[Stored data entries]
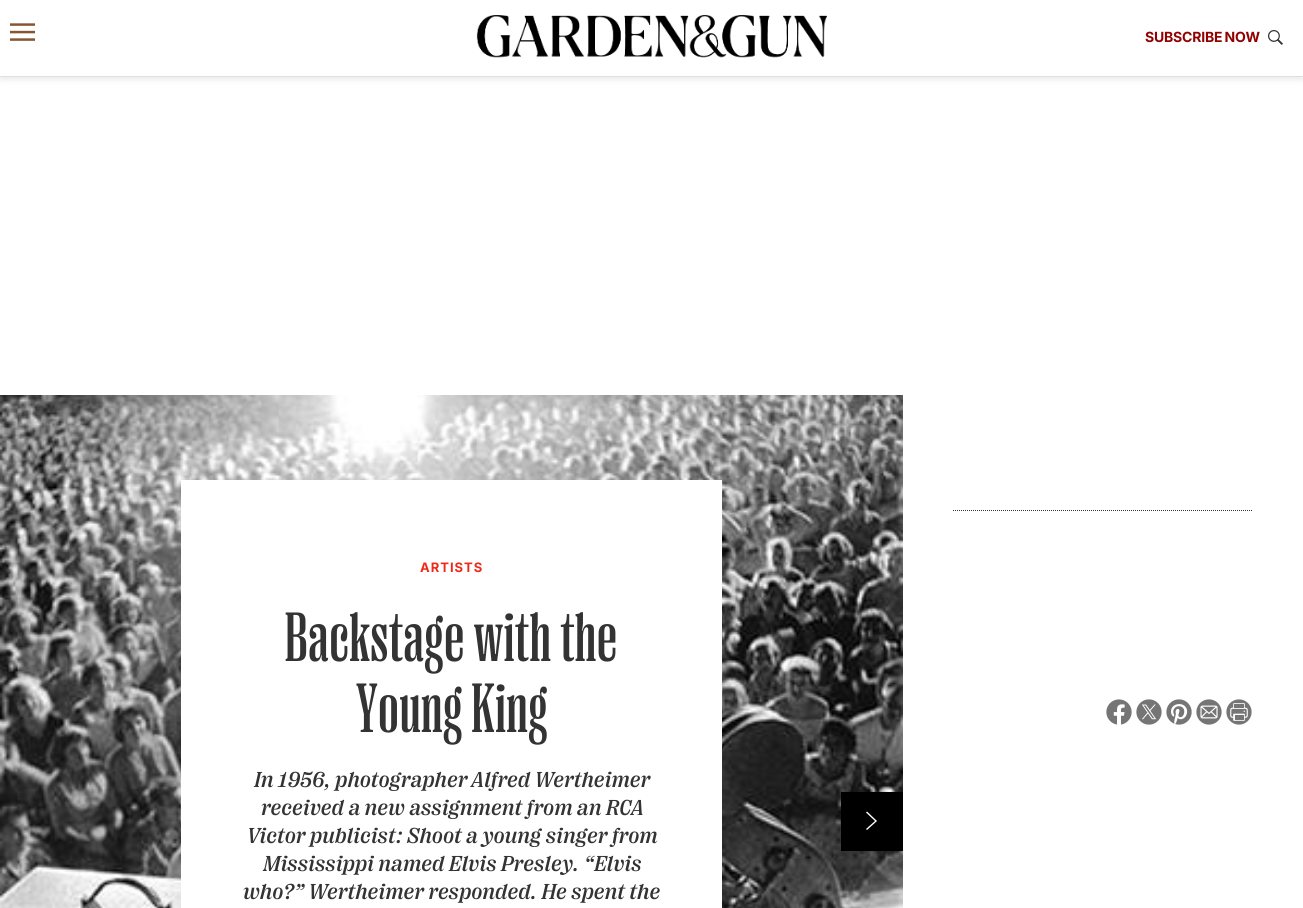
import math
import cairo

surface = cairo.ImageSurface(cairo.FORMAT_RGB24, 1303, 908)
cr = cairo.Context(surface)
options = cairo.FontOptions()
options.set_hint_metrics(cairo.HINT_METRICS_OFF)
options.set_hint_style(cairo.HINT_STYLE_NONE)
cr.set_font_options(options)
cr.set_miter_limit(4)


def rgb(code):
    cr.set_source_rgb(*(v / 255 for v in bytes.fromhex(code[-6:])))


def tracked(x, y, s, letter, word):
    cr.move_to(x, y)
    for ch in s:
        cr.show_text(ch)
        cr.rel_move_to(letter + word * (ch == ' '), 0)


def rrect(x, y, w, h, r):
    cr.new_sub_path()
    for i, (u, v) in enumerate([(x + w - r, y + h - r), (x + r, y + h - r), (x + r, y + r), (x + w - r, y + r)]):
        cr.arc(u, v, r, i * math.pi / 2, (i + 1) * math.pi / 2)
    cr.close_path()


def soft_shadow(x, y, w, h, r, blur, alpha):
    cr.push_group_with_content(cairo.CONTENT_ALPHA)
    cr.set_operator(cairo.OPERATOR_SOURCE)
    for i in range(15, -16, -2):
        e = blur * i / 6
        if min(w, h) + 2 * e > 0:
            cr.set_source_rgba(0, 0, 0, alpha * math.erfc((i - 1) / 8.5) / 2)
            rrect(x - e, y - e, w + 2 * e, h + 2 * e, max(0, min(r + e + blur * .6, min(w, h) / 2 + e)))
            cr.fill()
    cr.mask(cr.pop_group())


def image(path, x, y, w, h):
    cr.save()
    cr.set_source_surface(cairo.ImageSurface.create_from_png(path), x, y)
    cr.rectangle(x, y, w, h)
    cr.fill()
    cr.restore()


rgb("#ffffff")
cr.paint()
cr.save()
cr.rectangle(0, 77, 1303, 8)
cr.clip()
rgb("#dfdfdf")
soft_shadow(0, 3, 1303, 77, 0, 2.5, 0.6)
cr.restore()
rgb("#dfdfdf")
cr.rectangle(0, 76, 1303, 1)
cr.fill()
image("img/1.png", 10, 23, 25, 18)
image("img/2.png", 476, 15, 351, 43)
image("img/3.png", 1268, 30, 15, 15)
image("img/4.png", 0, 395, 903, 513)
rgb("#ffffff")
cr.rectangle(181, 480, 541, 428)
cr.fill()
rgb("#000000")
cr.rectangle(841, 792, 62, 59)
cr.fill()
rgb("#ffffff")
cr.new_path()
cr.move_to(866, 812.5)
cr.line_to(867, 811.5)
cr.line_to(877, 821)
cr.line_to(867, 830)
cr.line_to(866, 829)
cr.line_to(875, 821)
cr.close_path()
cr.fill()
cr.new_path()
cr.move_to(953, 510.5)
cr.line_to(1253, 510.5)
rgb("#333333")
cr.set_line_width(1)
cr.set_dash([1, 1])
cr.stroke()
image("img/5.png", 1106, 699, 26, 26)
image("img/6.png", 1136, 699, 26, 26)
image("img/7.png", 1166, 699, 26, 26)
image("img/8.png", 1196, 699, 26, 26)
image("img/9.png", 1226, 699, 26, 26)
cr.select_font_face("Inter", cairo.FONT_SLANT_NORMAL, cairo.FONT_WEIGHT_BOLD)
cr.set_font_size(14)
rgb("#920202")
tracked(1145, 42, "SUBSCRIBE NOW", -0.2, -1)
cr.set_font_size(13)
rgb("#f0281a")
tracked(420, 572, "ARTISTS", 1, 0)
cr.select_font_face("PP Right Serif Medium")
cr.set_font_size(71)
rgb("#333333")
tracked(285, 661, "Backstage with the", 0.75, 0)
tracked(356, 732, "Young King", 0.75, 0)
cr.select_font_face("PP Right Serif Medium", cairo.FONT_SLANT_ITALIC)
cr.set_font_size(22)
for x, y, s in [
    (254, 787, "In 1956, photographer Alfred Wertheimer"),
    (261, 815, "received a new assignment from an RCA"),
    (247, 843, "Victor publicist: Shoot a young singer from"),
    (263, 871, "Mississippi named Elvis Presley. “Elvis"),
    (243, 899, "who?” Wertheimer responded. He spent the"),
]:
    tracked(x, y, s, -0.2, -1)
surface.write_to_png("page.png")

WHAT NEEDS TO BE DONE
Only lines that include "options" belong in the answer; return them from the entries above.

RESPONSE BELOW
options = cairo.FontOptions()
options.set_hint_metrics(cairo.HINT_METRICS_OFF)
options.set_hint_style(cairo.HINT_STYLE_NONE)
cr.set_font_options(options)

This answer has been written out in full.